Giro spesso per l’Italia per parlare a convegni ed incontri. L’entusiasmo che dimostrano i ragazzi da nord a

sud è veramente contagioso. Si può sperare che si stia creando un nuovo tessuto imprenditoriale – anche Confindustria se n’è accorta – giovane, coraggioso, innovativo, pronto a cambiare il Paese rinnovandolo e ammodernandolo. Questo è sicuramente il più importante “lascito” del 2015, ma che speriamo porti ad un sostanziale cambiamento dell’approccio delle imprese, anche in Italia, nei confronti dell’innovazione. In ambito e-commerce, ad esempio, l’Italia è ancora tra i paesi in Europa con un tasso di digitalizzazione tra i più bassi, a causa di una persistente sfiducia e diffidenza degli imprenditori (non dei clienti) nei confronti dell’online. Siamo ancora lontani da i nostri colleghi tedeschi, francesi e inglesi e lontanissimi da i Top Performer come i Paesi Scandinavi. Ma non solo e-commerce. Le imprese dovranno imparare a rinnovarsi, e a fidarsi, aprendo il loro modello di business alle soluzioni più interessanti proposte dal mercato delle startup, in un’ottica necessaria di open innovation. Le imprese tradizionali italiane, infatti, guardano poco alle startup. E quando sono interessate ad acquisirle, non le valutano nel giusto modo, ricercando solamente l’affare, senza considerare le prospettive che potrebbero generare per il futuro. Infatti le exit fatte da partner industriali italiani sono meno “clamorose” rispetto alle cifre delle straniere.

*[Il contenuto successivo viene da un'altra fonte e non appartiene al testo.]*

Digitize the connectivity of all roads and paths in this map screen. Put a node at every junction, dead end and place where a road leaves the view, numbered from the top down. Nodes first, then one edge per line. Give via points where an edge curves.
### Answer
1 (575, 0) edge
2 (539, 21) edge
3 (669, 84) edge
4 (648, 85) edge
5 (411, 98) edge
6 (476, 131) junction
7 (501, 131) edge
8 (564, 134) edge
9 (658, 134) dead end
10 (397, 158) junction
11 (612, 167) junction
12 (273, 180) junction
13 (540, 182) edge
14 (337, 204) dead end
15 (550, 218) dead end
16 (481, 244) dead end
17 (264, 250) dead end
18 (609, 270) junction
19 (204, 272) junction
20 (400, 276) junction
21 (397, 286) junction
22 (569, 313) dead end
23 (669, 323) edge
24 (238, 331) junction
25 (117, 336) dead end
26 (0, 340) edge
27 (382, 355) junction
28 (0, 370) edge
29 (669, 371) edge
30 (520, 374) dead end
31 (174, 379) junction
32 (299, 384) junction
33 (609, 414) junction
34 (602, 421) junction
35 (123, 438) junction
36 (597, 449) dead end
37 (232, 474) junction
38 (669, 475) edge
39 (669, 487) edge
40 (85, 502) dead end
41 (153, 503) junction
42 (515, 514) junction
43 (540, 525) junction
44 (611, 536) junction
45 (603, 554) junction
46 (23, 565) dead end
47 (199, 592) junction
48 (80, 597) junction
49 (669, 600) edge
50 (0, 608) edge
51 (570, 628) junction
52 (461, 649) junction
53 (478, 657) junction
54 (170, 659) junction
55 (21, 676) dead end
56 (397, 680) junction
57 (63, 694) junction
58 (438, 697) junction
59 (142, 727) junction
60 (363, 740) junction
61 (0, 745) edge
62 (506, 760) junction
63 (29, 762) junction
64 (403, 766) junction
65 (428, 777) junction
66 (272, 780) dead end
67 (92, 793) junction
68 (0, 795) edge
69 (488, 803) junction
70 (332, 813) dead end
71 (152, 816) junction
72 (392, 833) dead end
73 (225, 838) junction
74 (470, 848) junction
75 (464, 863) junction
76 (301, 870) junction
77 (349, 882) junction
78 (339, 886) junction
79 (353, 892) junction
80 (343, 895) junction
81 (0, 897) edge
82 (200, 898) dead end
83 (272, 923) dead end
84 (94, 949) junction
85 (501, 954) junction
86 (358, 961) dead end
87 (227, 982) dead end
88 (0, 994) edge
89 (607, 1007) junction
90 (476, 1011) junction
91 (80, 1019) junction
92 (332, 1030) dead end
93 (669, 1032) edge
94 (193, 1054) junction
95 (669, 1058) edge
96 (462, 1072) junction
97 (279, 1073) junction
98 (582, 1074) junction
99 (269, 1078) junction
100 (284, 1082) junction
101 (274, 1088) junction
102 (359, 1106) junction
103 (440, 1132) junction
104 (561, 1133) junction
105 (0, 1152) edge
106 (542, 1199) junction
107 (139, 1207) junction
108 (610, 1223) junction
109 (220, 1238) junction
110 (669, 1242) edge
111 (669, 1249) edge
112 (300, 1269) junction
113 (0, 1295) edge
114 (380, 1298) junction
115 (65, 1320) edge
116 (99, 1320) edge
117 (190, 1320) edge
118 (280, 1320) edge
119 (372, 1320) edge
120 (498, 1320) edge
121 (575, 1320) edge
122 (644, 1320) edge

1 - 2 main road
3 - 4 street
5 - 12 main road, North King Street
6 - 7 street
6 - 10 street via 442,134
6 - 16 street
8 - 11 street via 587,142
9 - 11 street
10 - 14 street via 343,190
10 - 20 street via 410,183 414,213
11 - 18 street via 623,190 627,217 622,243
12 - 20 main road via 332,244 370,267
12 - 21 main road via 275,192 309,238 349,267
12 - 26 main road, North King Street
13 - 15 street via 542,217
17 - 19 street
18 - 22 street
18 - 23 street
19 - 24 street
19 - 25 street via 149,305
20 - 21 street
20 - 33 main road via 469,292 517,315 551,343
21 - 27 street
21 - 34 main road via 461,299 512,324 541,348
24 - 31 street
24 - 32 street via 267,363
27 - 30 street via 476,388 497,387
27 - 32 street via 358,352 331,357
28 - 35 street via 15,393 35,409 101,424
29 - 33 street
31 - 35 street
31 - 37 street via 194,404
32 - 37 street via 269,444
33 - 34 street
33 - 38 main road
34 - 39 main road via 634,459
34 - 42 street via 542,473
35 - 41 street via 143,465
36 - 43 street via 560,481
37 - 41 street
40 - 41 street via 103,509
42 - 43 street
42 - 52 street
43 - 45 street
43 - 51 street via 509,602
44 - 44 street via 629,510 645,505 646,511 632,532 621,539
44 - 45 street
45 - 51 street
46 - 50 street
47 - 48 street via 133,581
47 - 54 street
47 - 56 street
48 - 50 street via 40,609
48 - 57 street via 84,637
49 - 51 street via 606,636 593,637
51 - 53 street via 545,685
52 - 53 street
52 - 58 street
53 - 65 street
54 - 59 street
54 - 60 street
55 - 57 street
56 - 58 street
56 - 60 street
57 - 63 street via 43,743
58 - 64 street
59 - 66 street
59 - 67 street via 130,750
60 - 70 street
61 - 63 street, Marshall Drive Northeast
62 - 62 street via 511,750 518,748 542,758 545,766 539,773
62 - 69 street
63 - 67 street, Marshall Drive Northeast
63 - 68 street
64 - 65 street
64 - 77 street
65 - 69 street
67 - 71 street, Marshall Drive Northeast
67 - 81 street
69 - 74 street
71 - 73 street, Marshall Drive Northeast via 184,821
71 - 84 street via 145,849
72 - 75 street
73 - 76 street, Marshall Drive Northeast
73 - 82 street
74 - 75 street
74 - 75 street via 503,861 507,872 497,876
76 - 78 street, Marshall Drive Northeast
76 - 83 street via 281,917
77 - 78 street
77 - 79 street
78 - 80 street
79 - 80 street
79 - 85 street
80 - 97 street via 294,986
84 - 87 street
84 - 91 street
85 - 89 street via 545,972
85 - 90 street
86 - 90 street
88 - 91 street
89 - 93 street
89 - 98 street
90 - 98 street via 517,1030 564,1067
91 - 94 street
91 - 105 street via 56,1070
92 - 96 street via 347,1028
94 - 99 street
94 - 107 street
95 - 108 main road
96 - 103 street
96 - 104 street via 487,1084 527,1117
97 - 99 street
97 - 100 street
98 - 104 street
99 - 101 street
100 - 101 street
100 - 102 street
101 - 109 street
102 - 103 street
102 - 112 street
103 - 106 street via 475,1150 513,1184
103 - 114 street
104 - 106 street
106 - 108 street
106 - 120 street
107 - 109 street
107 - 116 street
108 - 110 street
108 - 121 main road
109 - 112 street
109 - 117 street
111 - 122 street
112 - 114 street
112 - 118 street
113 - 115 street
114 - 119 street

Altra nota dolente del 2015 sono, ancora, gli investimenti. Sicuramente in questi anni si è creato un mercato più consapevole dal punto di vista delle risorse finanziarie investite ma ancora troppo piccolo per attrarre davvero investitori esteri. All’Italia manca ancora una fase di investimenti round A e B. Va crescendo un’attenzione per la fase seed ma poi le imprese non vengono adeguatamente sostenute nella loro naturale crescita. Bisognerebbe cercare di accorciare la filiera, creando una maggiore “comunicazione” tra business angel, venture capital e private equity. In modo da poter accompagnare la crescita finanziaria e industriale delle imprese meritevoli, senza dover necessariamente guardare all’estero, dove il mercato, ben più ampio, si muove con logiche e taglie (di investimenti) ben diverse. Interessanti in tal senso le piattaforme #Italy Frontiers e VentureUp, rispettivamente del MISE e dell’Aifi. Sicuramente denotano un’attenzione sempre crescente di Istituzioni e rappresentanti di categoria al mondo delle imprese innovative.

Nel 2016 bisognerà dimostrare, e non è scontato, che l’ecosistema delle start up non è solamente un mercato autarchico e autoreferenziale, fatto di persone che “giocano a fare Steve Jobs e gli startupper della Silicon Valley” prima di diventare grandi, vivo soprattutto grazie al seppur importante sostegno (o doping) dello Stato. Ora questo capitale umano che gestisce le oltre 5000 startup innovative deve imparare a camminare con le proprie gambe, deve saper generare posti di lavoro stabili e finalmente collaborare alla crescita di questo Paese, per contribuire in maniera più incisiva a quel salto di qualità, anche culturale, che aspettiamo tutti da anni.